▶ **What the task asks**
Records follow. Select each line holding "nodes".

[Saved entries]

◆ ◆ ◆ ◆ ◆ ◆ ◆

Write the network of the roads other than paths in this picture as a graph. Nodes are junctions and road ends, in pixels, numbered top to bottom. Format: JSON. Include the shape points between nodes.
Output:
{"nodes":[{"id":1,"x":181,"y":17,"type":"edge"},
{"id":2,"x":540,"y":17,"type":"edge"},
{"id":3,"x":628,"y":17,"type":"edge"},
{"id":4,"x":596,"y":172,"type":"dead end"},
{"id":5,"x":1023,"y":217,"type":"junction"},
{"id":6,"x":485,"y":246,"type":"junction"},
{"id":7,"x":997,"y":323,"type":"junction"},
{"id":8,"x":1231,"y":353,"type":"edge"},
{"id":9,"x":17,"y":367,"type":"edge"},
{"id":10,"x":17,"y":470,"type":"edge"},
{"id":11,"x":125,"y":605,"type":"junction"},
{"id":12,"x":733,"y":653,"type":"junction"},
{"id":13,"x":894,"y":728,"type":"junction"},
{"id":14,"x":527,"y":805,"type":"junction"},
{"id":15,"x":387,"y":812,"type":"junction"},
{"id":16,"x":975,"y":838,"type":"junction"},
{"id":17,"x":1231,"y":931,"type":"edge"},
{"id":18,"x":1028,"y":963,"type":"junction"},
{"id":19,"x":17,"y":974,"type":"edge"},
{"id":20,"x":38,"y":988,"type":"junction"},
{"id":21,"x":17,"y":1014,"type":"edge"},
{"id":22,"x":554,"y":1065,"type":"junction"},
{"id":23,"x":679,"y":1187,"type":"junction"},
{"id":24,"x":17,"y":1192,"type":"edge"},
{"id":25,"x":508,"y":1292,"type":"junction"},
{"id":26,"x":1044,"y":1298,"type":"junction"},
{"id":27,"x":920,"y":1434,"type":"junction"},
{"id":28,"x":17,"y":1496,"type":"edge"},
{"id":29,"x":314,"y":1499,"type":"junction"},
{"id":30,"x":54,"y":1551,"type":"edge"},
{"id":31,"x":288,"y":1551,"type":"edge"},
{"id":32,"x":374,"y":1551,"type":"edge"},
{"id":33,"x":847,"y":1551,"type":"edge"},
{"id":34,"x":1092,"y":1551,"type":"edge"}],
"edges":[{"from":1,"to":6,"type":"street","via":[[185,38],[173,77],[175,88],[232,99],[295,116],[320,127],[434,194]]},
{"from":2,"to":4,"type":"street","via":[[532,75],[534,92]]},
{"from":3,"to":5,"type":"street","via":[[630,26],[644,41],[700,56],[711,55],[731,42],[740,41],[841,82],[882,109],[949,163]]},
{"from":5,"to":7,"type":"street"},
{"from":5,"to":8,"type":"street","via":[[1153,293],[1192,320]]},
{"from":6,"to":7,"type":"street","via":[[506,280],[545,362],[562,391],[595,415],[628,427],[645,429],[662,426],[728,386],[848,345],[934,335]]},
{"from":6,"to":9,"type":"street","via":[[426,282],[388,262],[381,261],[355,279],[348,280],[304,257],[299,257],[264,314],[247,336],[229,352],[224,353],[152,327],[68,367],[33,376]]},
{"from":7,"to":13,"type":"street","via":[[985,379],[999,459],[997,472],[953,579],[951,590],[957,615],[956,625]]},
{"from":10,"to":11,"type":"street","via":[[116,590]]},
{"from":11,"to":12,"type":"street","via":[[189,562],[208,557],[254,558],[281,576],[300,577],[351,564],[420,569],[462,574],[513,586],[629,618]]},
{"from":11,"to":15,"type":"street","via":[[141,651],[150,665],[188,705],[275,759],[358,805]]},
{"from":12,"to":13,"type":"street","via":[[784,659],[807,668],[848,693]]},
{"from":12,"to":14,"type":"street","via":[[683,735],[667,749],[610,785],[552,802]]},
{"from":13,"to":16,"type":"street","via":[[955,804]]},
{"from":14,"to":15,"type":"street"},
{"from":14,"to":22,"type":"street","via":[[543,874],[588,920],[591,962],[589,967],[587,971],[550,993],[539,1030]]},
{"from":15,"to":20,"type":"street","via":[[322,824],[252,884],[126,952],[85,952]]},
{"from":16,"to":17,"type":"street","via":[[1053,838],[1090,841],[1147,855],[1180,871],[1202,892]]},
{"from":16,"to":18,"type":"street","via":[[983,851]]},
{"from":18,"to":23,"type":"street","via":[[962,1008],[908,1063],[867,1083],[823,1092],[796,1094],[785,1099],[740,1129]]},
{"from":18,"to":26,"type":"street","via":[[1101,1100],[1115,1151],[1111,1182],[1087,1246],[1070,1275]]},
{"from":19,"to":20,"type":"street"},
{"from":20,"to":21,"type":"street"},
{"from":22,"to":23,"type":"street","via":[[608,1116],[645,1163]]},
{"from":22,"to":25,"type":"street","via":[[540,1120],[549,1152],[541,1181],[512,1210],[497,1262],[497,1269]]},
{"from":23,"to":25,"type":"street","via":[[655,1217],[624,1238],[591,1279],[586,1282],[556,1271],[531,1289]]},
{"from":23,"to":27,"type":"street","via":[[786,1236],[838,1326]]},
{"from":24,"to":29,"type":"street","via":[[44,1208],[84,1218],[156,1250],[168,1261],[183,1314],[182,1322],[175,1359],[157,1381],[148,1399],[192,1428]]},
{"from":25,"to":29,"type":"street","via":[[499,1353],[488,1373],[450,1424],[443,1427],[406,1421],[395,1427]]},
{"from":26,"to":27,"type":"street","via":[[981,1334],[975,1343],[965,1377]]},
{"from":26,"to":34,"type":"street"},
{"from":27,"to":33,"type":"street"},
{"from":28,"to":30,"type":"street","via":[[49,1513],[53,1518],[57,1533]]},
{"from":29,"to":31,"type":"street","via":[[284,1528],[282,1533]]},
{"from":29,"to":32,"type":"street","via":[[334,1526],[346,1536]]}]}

◆ ◆ ◆ ◆ ◆ ◆ ◆

▶ **Result of the exercise**
Write the network of the roads other than paths in this picture as a graph. Nodes are junctions and road ends, in pixels, numbered top to bottom. Format: JSON. Include the shape points between nodes.
{"nodes":[{"id":1,"x":181,"y":17,"type":"edge"},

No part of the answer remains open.